**Data for review**

☆ ☆ ☆ ☆ ☆ ☆ ☆

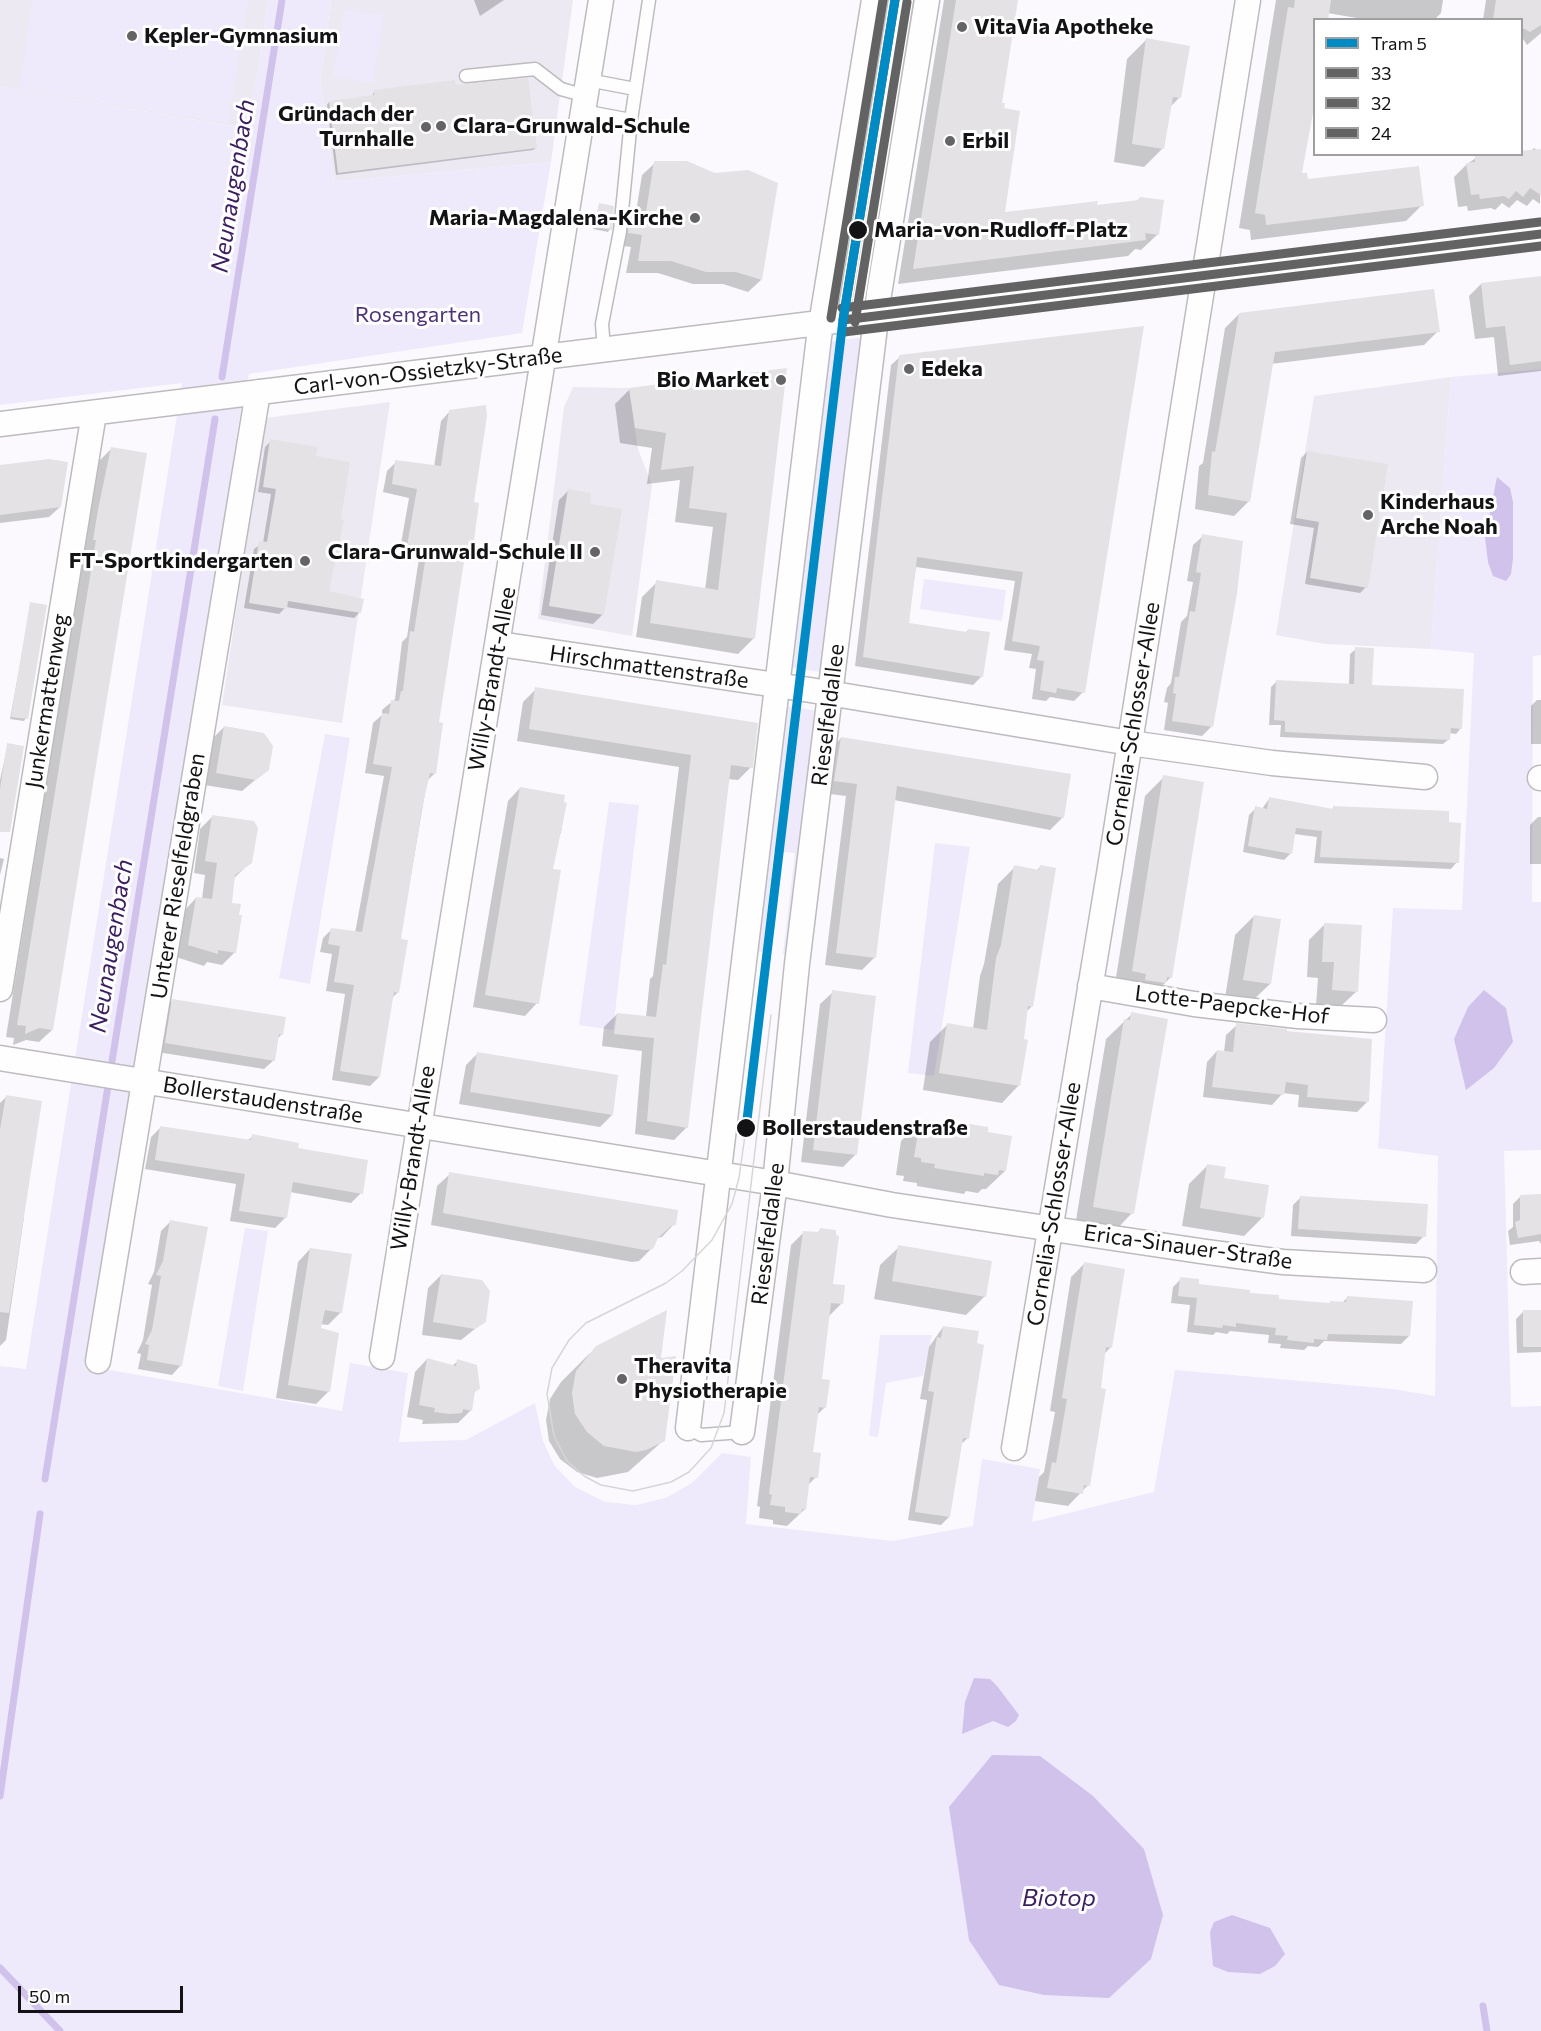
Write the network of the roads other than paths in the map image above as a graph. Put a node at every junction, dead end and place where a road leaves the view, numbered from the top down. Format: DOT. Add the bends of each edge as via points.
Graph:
graph roads {
  1 [pos="601,0"];
  2 [pos="649,0"];
  3 [pos="874,0"];
  4 [pos="895,0"];
  5 [pos="907,0"];
  6 [pos="927,0"];
  7 [pos="1248,0"];
  8 [pos="466,76"];
  9 [pos="635,89"];
  10 [pos="586,96"];
  11 [pos="631,120"];
  12 [pos="1541,234"];
  13 [pos="1205,275"];
  14 [pos="849,319"];
  15 [pos="604,349"];
  16 [pos="543,357"];
  17 [pos="258,392"];
  18 [pos="94,413"];
  19 [pos="0,424"];
  20 [pos="499,644"];
  21 [pos="789,687"];
  22 [pos="831,694"];
  23 [pos="1130,743"];
  24 [pos="1425,777"];
  25 [pos="1090,986"];
  26 [pos="0,988"];
  27 [pos="1374,1020"];
  28 [pos="0,1058"];
  29 [pos="134,1079"];
  30 [pos="418,1126"];
  31 [pos="729,1177"];
  32 [pos="775,1183"];
  33 [pos="1050,1228"];
  34 [pos="1424,1270"];
  35 [pos="382,1357"];
  36 [pos="98,1361"];
  37 [pos="688,1428"];
  38 [pos="742,1432"];
  39 [pos="1014,1448"];
  1 -- 10 [label="street, Willy-Brandt-Allee"];
  2 -- 9 [label="lane"];
  3 -- 14 [label="street, Rieselfeldallee"];
  4 -- 14 [label="lane"];
  5 -- 14 [label="lane"];
  6 -- 14 [label="street, Rieselfeldallee"];
  7 -- 13 [label="street, Cornelia-Schlosser-Allee"];
  8 -- 10 [label="lane" via="535,69 561,90"];
  9 -- 10 [label="lane"];
  9 -- 11 [label="lane"];
  10 -- 11 [label="lane"];
  10 -- 16 [label="street, Willy-Brandt-Allee"];
  11 -- 15 [label="lane" via="620,231 602,324"];
  12 -- 13 [label="street, Carl-von-Ossietzky-Straße"];
  13 -- 14 [label="street, Carl-von-Ossietzky-Straße"];
  13 -- 23 [label="street, Cornelia-Schlosser-Allee"];
  14 -- 15 [label="street, Carl-von-Ossietzky-Straße"];
  14 -- 21 [label="street, Rieselfeldallee"];
  14 -- 22 [label="street, Rieselfeldallee"];
  15 -- 16 [label="street, Carl-von-Ossietzky-Straße"];
  16 -- 17 [label="street, Carl-von-Ossietzky-Straße"];
  16 -- 20 [label="street, Willy-Brandt-Allee"];
  17 -- 18 [label="street, Carl-von-Ossietzky-Straße"];
  17 -- 29 [label="street, Unterer Rieselfeldgraben"];
  18 -- 19 [label="street, Carl-von-Ossietzky-Straße"];
  18 -- 26 [label="street, Junkermattenweg"];
  20 -- 21 [label="street, Hirschmattenstraße"];
  20 -- 30 [label="street, Willy-Brandt-Allee"];
  21 -- 22 [label="street, Hirschmattenstraße"];
  21 -- 31 [label="street, Rieselfeldallee"];
  22 -- 23 [label="street, Hirschmattenstraße"];
  22 -- 32 [label="street, Rieselfeldallee" via="797,964"];
  23 -- 24 [label="street, Hirschmattenstraße" via="1343,772"];
  23 -- 25 [label="street, Cornelia-Schlosser-Allee"];
  25 -- 27 [label="street, Lotte-Paepcke-Hof" via="1194,1004"];
  25 -- 33 [label="street, Cornelia-Schlosser-Allee"];
  28 -- 29 [label="street, Bollerstaudenstraße"];
  29 -- 30 [label="street, Bollerstaudenstraße"];
  29 -- 36 [label="street, Unterer Rieselfeldgraben"];
  30 -- 31 [label="street, Bollerstaudenstraße"];
  30 -- 35 [label="street, Willy-Brandt-Allee"];
  31 -- 32 [label="street, Erica-Sinauer-Straße"];
  31 -- 37 [label="street, Rieselfeldallee"];
  32 -- 33 [label="street, Erica-Sinauer-Straße"];
  32 -- 38 [label="street, Rieselfeldallee"];
  33 -- 34 [label="street, Erica-Sinauer-Straße" via="1282,1262"];
  33 -- 39 [label="street, Cornelia-Schlosser-Allee"];
  37 -- 38 [label="lane" via="701,1435"];
}
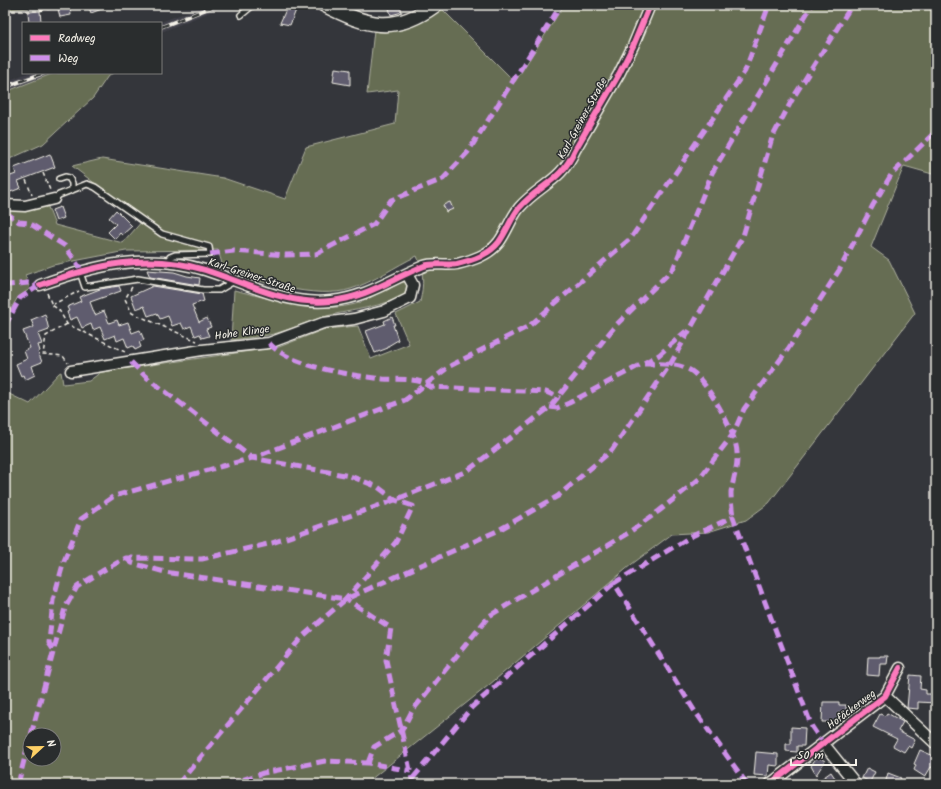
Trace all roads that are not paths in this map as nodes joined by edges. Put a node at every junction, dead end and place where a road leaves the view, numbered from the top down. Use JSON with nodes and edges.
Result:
{"nodes":[{"id":1,"x":253,"y":5,"type":"edge"},
{"id":2,"x":325,"y":5,"type":"edge"},
{"id":3,"x":435,"y":5,"type":"edge"},
{"id":4,"x":650,"y":5,"type":"edge"},
{"id":5,"x":241,"y":15,"type":"dead end"},
{"id":6,"x":58,"y":179,"type":"dead end"},
{"id":7,"x":72,"y":190,"type":"junction"},
{"id":8,"x":54,"y":199,"type":"joint"},
{"id":9,"x":5,"y":206,"type":"edge"},
{"id":10,"x":167,"y":262,"type":"junction"},
{"id":11,"x":80,"y":272,"type":"junction"},
{"id":12,"x":407,"y":274,"type":"junction"},
{"id":13,"x":234,"y":281,"type":"junction"},
{"id":14,"x":42,"y":287,"type":"road end"},
{"id":15,"x":71,"y":371,"type":"dead end"},
{"id":16,"x":900,"y":668,"type":"dead end"},
{"id":17,"x":885,"y":696,"type":"junction"},
{"id":18,"x":823,"y":743,"type":"junction"},
{"id":19,"x":936,"y":744,"type":"edge"},
{"id":20,"x":770,"y":784,"type":"edge"},
{"id":21,"x":856,"y":784,"type":"edge"}],
"edges":[{"from":1,"to":5,"type":"lane"},
{"from":2,"to":3,"type":"main road"},
{"from":4,"to":12,"type":"street","name":"Karl-Greiner-Straße"},
{"from":6,"to":7,"type":"lane"},
{"from":7,"to":8,"type":"lane"},
{"from":7,"to":10,"type":"lane"},
{"from":8,"to":9,"type":"street"},
{"from":10,"to":11,"type":"street","name":"Karl-Greiner-Straße"},
{"from":10,"to":13,"type":"street","name":"Karl-Greiner-Straße"},
{"from":11,"to":13,"type":"lane"},
{"from":11,"to":14,"type":"street","name":"Karl-Greiner-Straße"},
{"from":12,"to":13,"type":"street","name":"Karl-Greiner-Straße"},
{"from":12,"to":15,"type":"street","name":"Hohe Klinge"},
{"from":16,"to":17,"type":"street","name":"Hofäckerweg"},
{"from":17,"to":18,"type":"street","name":"Hofäckerweg"},
{"from":17,"to":19,"type":"street","name":"Hofäckerweg"},
{"from":18,"to":20,"type":"street","name":"Hofäckerweg"},
{"from":18,"to":21,"type":"street"}]}
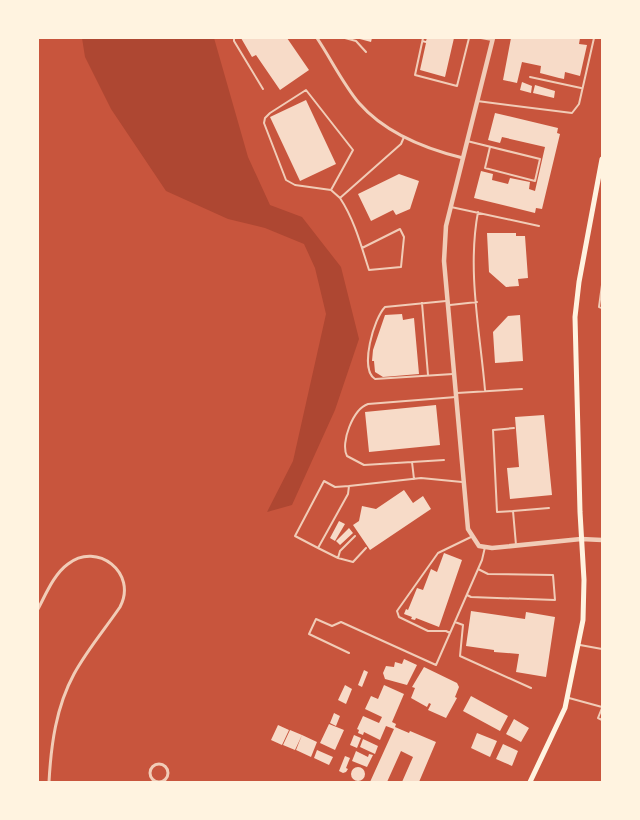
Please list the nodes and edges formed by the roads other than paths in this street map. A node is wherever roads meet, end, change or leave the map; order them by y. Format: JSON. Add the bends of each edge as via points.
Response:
{"nodes":[{"id":1,"x":234,"y":38,"type":"edge"},
{"id":2,"x":317,"y":38,"type":"edge"},
{"id":3,"x":345,"y":38,"type":"edge"},
{"id":4,"x":423,"y":38,"type":"edge"},
{"id":5,"x":469,"y":38,"type":"edge"},
{"id":6,"x":480,"y":38,"type":"edge"},
{"id":7,"x":594,"y":38,"type":"edge"},
{"id":8,"x":492,"y":39,"type":"edge"},
{"id":9,"x":366,"y":52,"type":"dead end"},
{"id":10,"x":530,"y":77,"type":"dead end"},
{"id":11,"x":582,"y":88,"type":"junction"},
{"id":12,"x":263,"y":89,"type":"dead end"},
{"id":13,"x":477,"y":101,"type":"junction"},
{"id":14,"x":404,"y":137,"type":"junction"},
{"id":15,"x":467,"y":141,"type":"junction"},
{"id":16,"x":490,"y":147,"type":"junction"},
{"id":17,"x":463,"y":158,"type":"junction"},
{"id":18,"x":602,"y":159,"type":"edge"},
{"id":19,"x":331,"y":190,"type":"junction"},
{"id":20,"x":340,"y":198,"type":"junction"},
{"id":21,"x":451,"y":206,"type":"junction"},
{"id":22,"x":478,"y":212,"type":"junction"},
{"id":23,"x":539,"y":226,"type":"dead end"},
{"id":24,"x":362,"y":248,"type":"junction"},
{"id":25,"x":602,"y":285,"type":"edge"},
{"id":26,"x":477,"y":302,"type":"junction"},
{"id":27,"x":422,"y":303,"type":"junction"},
{"id":28,"x":447,"y":303,"type":"junction"},
{"id":29,"x":602,"y":308,"type":"edge"},
{"id":30,"x":455,"y":373,"type":"junction"},
{"id":31,"x":428,"y":375,"type":"junction"},
{"id":32,"x":522,"y":389,"type":"dead end"},
{"id":33,"x":485,"y":390,"type":"junction"},
{"id":34,"x":457,"y":395,"type":"junction"},
{"id":35,"x":514,"y":428,"type":"dead end"},
{"id":36,"x":444,"y":460,"type":"dead end"},
{"id":37,"x":412,"y":462,"type":"junction"},
{"id":38,"x":414,"y":479,"type":"junction"},
{"id":39,"x":464,"y":482,"type":"junction"},
{"id":40,"x":349,"y":486,"type":"junction"},
{"id":41,"x":549,"y":508,"type":"dead end"},
{"id":42,"x":513,"y":511,"type":"junction"},
{"id":43,"x":355,"y":536,"type":"dead end"},
{"id":44,"x":472,"y":537,"type":"junction"},
{"id":45,"x":581,"y":539,"type":"junction"},
{"id":46,"x":602,"y":540,"type":"edge"},
{"id":47,"x":516,"y":545,"type":"junction"},
{"id":48,"x":485,"y":547,"type":"junction"},
{"id":49,"x":318,"y":548,"type":"junction"},
{"id":50,"x":366,"y":548,"type":"dead end"},
{"id":51,"x":338,"y":558,"type":"junction"},
{"id":52,"x":478,"y":569,"type":"junction"},
{"id":53,"x":467,"y":594,"type":"junction"},
{"id":54,"x":38,"y":609,"type":"edge"},
{"id":55,"x":455,"y":622,"type":"junction"},
{"id":56,"x":450,"y":633,"type":"junction"},
{"id":57,"x":578,"y":645,"type":"junction"},
{"id":58,"x":602,"y":649,"type":"edge"},
{"id":59,"x":349,"y":653,"type":"dead end"},
{"id":60,"x":531,"y":688,"type":"dead end"},
{"id":61,"x":567,"y":697,"type":"junction"},
{"id":62,"x":602,"y":707,"type":"edge"},
{"id":63,"x":602,"y":720,"type":"edge"},
{"id":64,"x":49,"y":782,"type":"edge"},
{"id":65,"x":160,"y":782,"type":"edge"},
{"id":66,"x":530,"y":782,"type":"edge"}],
"edges":[{"from":1,"to":12,"type":"lane"},
{"from":2,"to":14,"type":"street","via":[[359,103]]},
{"from":3,"to":9,"type":"lane","via":[[356,41]]},
{"from":4,"to":5,"type":"lane","via":[[415,76],[457,86]]},
{"from":6,"to":8,"type":"lane"},
{"from":7,"to":11,"type":"lane"},
{"from":8,"to":13,"type":"street"},
{"from":10,"to":11,"type":"lane"},
{"from":11,"to":13,"type":"lane","via":[[577,109],[572,113]]},
{"from":13,"to":15,"type":"street"},
{"from":14,"to":17,"type":"street"},
{"from":14,"to":20,"type":"lane","via":[[401,144]]},
{"from":15,"to":16,"type":"lane"},
{"from":15,"to":17,"type":"street"},
{"from":16,"to":16,"type":"lane","via":[[540,159],[535,181],[485,168]]},
{"from":17,"to":21,"type":"street"},
{"from":18,"to":45,"type":"main road","via":[[575,317]]},
{"from":19,"to":19,"type":"lane","via":[[353,150],[306,90],[270,113],[264,123],[286,180],[295,185]]},
{"from":19,"to":20,"type":"lane"},
{"from":20,"to":24,"type":"lane","via":[[349,211]]},
{"from":21,"to":22,"type":"lane"},
{"from":21,"to":28,"type":"street","via":[[444,261]]},
{"from":22,"to":23,"type":"lane"},
{"from":22,"to":26,"type":"lane","via":[[473,249]]},
{"from":24,"to":24,"type":"lane","via":[[369,270],[401,267],[404,237],[400,229]]},
{"from":25,"to":29,"type":"lane","via":[[599,308]]},
{"from":26,"to":28,"type":"lane"},
{"from":26,"to":33,"type":"lane"},
{"from":27,"to":28,"type":"lane"},
{"from":27,"to":31,"type":"lane"},
{"from":27,"to":31,"type":"lane","via":[[388,306],[382,310],[370,344],[368,369],[375,379]]},
{"from":28,"to":30,"type":"street"},
{"from":30,"to":31,"type":"lane"},
{"from":30,"to":34,"type":"street"},
{"from":32,"to":33,"type":"lane"},
{"from":33,"to":34,"type":"lane"},
{"from":34,"to":37,"type":"lane","via":[[368,404],[359,409],[344,442],[347,456],[364,465]]},
{"from":34,"to":39,"type":"street"},
{"from":35,"to":42,"type":"lane","via":[[493,430],[497,512]]},
{"from":36,"to":37,"type":"lane"},
{"from":37,"to":38,"type":"lane"},
{"from":38,"to":39,"type":"lane"},
{"from":38,"to":40,"type":"lane"},
{"from":39,"to":44,"type":"street","via":[[468,529]]},
{"from":40,"to":49,"type":"lane","via":[[348,494]]},
{"from":40,"to":49,"type":"lane","via":[[335,487],[324,481],[295,536]]},
{"from":41,"to":42,"type":"lane"},
{"from":42,"to":47,"type":"lane"},
{"from":43,"to":51,"type":"lane","via":[[340,551]]},
{"from":44,"to":48,"type":"street","via":[[479,546]]},
{"from":44,"to":56,"type":"lane","via":[[438,553],[397,611],[399,618],[428,631]]},
{"from":45,"to":46,"type":"street"},
{"from":45,"to":47,"type":"street"},
{"from":45,"to":57,"type":"main road","via":[[583,620]]},
{"from":47,"to":48,"type":"street"},
{"from":48,"to":52,"type":"lane"},
{"from":49,"to":51,"type":"lane"},
{"from":50,"to":51,"type":"lane","via":[[353,562]]},
{"from":52,"to":53,"type":"lane"},
{"from":52,"to":53,"type":"lane","via":[[488,574],[553,575],[555,600],[471,597]]},
{"from":53,"to":55,"type":"lane"},
{"from":54,"to":64,"type":"street","via":[[63,568],[73,560],[92,556],[110,562],[126,584],[123,602],[70,684],[56,719]]},
{"from":55,"to":56,"type":"lane"},
{"from":55,"to":60,"type":"lane","via":[[463,625],[460,656]]},
{"from":56,"to":59,"type":"lane","via":[[436,666],[341,622],[332,626],[316,619],[309,634]]},
{"from":57,"to":58,"type":"lane"},
{"from":57,"to":61,"type":"main road"},
{"from":61,"to":62,"type":"lane"},
{"from":61,"to":66,"type":"main road"},
{"from":62,"to":63,"type":"lane","via":[[598,718]]},
{"from":65,"to":65,"type":"street","via":[[168,774],[159,764],[150,774],[152,779]]}]}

☆ ☆ ☆ ☆ ☆ ☆ ☆

**Task to carry out**
A complete answer lists every line of the listing above that holds the word "place".

**Solved problem**
Write the network of the roads other than paths in the map image above as a graph. Put a node at every junction, dead end and place where a road leaves the view, numbered from the top down. Format: DOT. Add the bends of each edge as via points.
Trace all roads that are not paths in this map as nodes joined by edges. Put a node at every junction, dead end and place where a road leaves the view, numbered from the top down. Use JSON with nodes and edges.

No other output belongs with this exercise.